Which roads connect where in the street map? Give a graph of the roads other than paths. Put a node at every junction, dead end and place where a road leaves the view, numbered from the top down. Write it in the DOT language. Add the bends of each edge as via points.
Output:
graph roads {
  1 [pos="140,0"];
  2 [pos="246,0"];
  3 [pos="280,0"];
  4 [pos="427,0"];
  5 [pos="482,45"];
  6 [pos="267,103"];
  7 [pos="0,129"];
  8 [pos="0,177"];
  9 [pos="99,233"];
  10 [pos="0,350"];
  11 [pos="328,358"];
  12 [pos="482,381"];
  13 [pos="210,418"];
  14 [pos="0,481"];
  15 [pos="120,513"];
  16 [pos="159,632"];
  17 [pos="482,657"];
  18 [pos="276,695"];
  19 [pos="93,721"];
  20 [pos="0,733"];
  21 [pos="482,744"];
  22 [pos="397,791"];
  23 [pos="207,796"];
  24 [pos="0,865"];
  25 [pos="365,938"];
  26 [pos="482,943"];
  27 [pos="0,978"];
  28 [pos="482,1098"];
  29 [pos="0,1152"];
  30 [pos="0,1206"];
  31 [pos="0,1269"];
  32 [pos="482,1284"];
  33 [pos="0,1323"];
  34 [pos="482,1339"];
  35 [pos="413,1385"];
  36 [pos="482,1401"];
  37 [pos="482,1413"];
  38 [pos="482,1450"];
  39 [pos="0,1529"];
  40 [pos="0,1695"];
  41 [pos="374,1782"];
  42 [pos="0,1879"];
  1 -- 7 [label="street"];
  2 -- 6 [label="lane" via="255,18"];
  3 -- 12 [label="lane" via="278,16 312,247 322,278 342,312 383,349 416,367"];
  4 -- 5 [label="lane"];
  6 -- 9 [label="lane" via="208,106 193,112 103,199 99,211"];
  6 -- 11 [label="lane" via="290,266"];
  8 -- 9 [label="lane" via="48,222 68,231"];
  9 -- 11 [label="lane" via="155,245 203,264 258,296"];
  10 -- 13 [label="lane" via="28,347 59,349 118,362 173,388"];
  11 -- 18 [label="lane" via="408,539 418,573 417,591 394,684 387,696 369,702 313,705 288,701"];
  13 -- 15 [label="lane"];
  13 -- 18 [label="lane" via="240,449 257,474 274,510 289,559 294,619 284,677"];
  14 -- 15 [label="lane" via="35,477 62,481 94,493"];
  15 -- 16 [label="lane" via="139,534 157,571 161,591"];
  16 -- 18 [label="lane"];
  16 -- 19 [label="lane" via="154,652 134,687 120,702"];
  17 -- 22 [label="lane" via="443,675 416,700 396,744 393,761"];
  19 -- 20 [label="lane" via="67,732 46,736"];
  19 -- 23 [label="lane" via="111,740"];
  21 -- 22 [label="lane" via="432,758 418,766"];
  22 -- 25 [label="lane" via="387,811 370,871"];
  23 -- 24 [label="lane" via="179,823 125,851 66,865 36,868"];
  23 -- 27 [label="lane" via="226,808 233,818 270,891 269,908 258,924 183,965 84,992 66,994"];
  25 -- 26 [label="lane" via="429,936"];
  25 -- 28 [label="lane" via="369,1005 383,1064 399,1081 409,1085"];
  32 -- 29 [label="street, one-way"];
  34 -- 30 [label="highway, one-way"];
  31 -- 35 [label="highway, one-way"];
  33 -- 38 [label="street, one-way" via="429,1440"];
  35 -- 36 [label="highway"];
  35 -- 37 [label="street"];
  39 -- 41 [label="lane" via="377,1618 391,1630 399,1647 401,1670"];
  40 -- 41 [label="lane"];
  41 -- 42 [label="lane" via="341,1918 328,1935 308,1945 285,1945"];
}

------------------------------

Problem details — Using the entries above, state how many lines contain the string "roads"; the number is all that is needed.

Expected answer — 2